▶ _Saved data entries_
==================================================

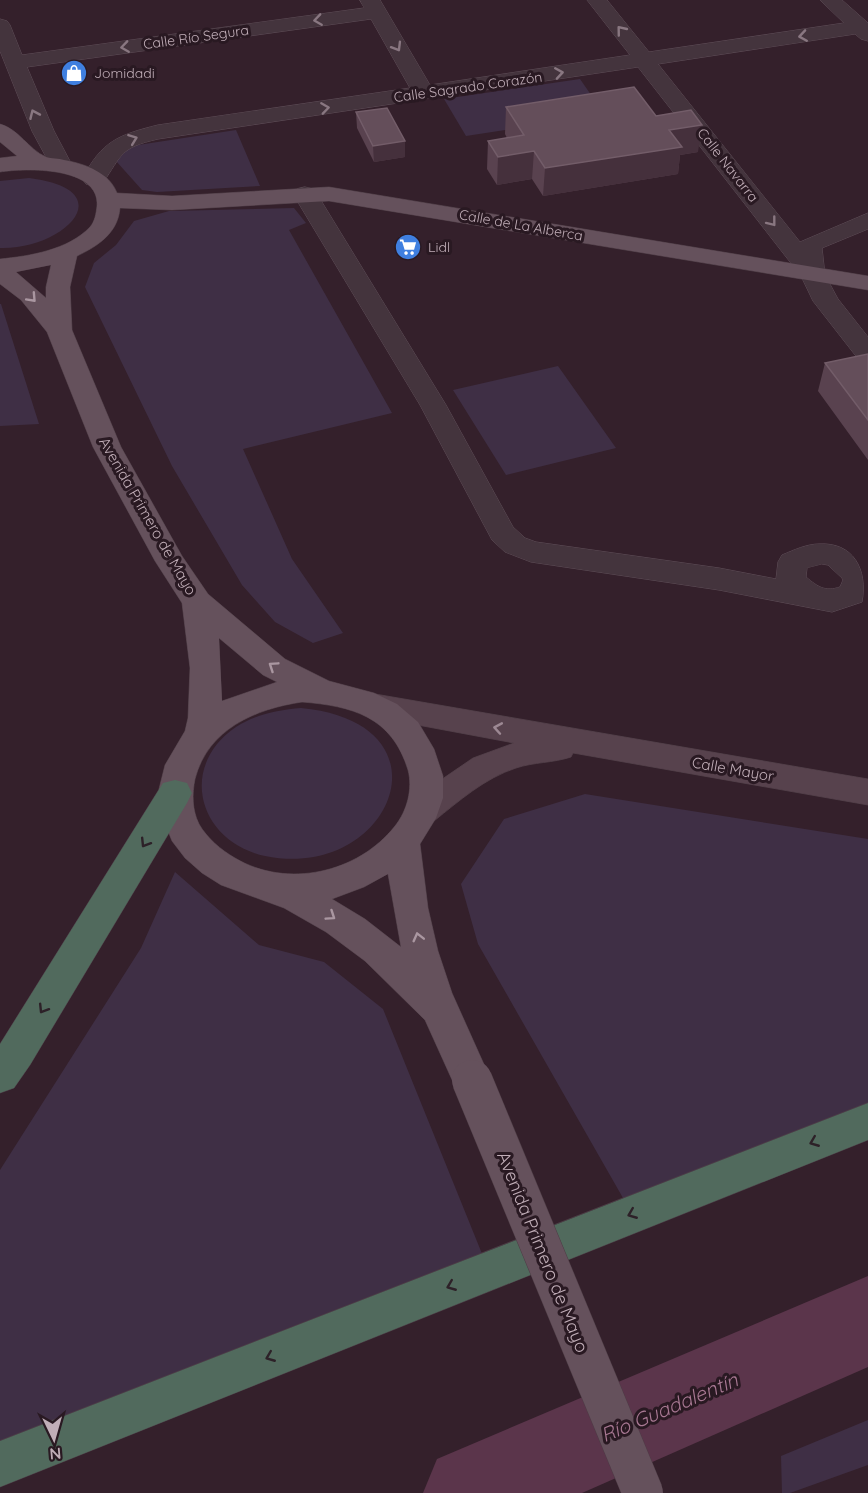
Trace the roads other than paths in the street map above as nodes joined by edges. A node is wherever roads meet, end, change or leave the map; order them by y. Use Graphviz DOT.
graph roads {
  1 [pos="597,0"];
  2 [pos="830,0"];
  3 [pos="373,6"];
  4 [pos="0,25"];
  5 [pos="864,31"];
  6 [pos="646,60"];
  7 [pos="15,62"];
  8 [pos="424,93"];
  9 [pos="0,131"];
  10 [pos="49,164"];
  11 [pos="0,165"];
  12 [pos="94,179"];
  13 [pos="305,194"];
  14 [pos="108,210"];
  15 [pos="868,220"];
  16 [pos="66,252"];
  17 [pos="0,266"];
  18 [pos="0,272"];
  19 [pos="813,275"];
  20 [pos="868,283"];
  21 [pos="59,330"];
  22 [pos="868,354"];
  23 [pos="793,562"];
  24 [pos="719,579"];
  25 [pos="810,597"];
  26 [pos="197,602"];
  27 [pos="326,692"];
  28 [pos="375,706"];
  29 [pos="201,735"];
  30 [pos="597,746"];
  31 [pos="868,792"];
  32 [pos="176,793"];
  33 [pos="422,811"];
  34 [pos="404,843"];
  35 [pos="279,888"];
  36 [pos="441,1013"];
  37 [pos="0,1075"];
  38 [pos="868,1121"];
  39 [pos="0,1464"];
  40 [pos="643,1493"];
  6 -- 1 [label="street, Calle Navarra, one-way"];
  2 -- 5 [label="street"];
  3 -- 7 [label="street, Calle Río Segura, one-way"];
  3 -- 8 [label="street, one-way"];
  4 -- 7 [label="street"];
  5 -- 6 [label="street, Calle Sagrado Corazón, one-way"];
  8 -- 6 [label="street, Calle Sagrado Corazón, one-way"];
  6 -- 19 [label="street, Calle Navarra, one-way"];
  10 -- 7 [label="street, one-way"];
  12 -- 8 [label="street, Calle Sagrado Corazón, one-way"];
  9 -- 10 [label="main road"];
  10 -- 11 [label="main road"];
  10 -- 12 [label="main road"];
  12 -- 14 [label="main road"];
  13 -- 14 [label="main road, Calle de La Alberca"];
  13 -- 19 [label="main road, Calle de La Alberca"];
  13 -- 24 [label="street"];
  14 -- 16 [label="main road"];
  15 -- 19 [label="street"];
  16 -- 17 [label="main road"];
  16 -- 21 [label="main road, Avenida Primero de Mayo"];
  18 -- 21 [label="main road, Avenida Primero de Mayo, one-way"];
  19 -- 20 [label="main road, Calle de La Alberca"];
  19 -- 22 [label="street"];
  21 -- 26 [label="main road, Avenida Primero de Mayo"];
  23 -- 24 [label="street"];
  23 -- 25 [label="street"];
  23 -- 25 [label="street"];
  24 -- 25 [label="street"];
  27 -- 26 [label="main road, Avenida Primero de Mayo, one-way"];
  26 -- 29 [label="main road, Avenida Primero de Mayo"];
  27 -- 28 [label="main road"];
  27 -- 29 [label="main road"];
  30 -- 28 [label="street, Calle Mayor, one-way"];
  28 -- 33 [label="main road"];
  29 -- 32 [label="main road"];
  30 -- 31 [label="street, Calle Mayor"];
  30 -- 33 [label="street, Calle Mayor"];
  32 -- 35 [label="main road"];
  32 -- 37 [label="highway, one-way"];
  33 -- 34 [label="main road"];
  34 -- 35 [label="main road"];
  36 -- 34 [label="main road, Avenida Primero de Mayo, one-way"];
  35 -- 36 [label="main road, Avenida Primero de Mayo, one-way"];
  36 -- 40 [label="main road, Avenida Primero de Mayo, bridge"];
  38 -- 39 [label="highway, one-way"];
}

==================================================

▶ _EXERCISE OBJECTIVE_
Locate the word "Corazón" in the records and collect each line it appears in.

▶ _SOLUTION TO THIS EXERCISE_
  5 -- 6 [label="street, Calle Sagrado Corazón, one-way"];
  8 -- 6 [label="street, Calle Sagrado Corazón, one-way"];
  12 -- 8 [label="street, Calle Sagrado Corazón, one-way"];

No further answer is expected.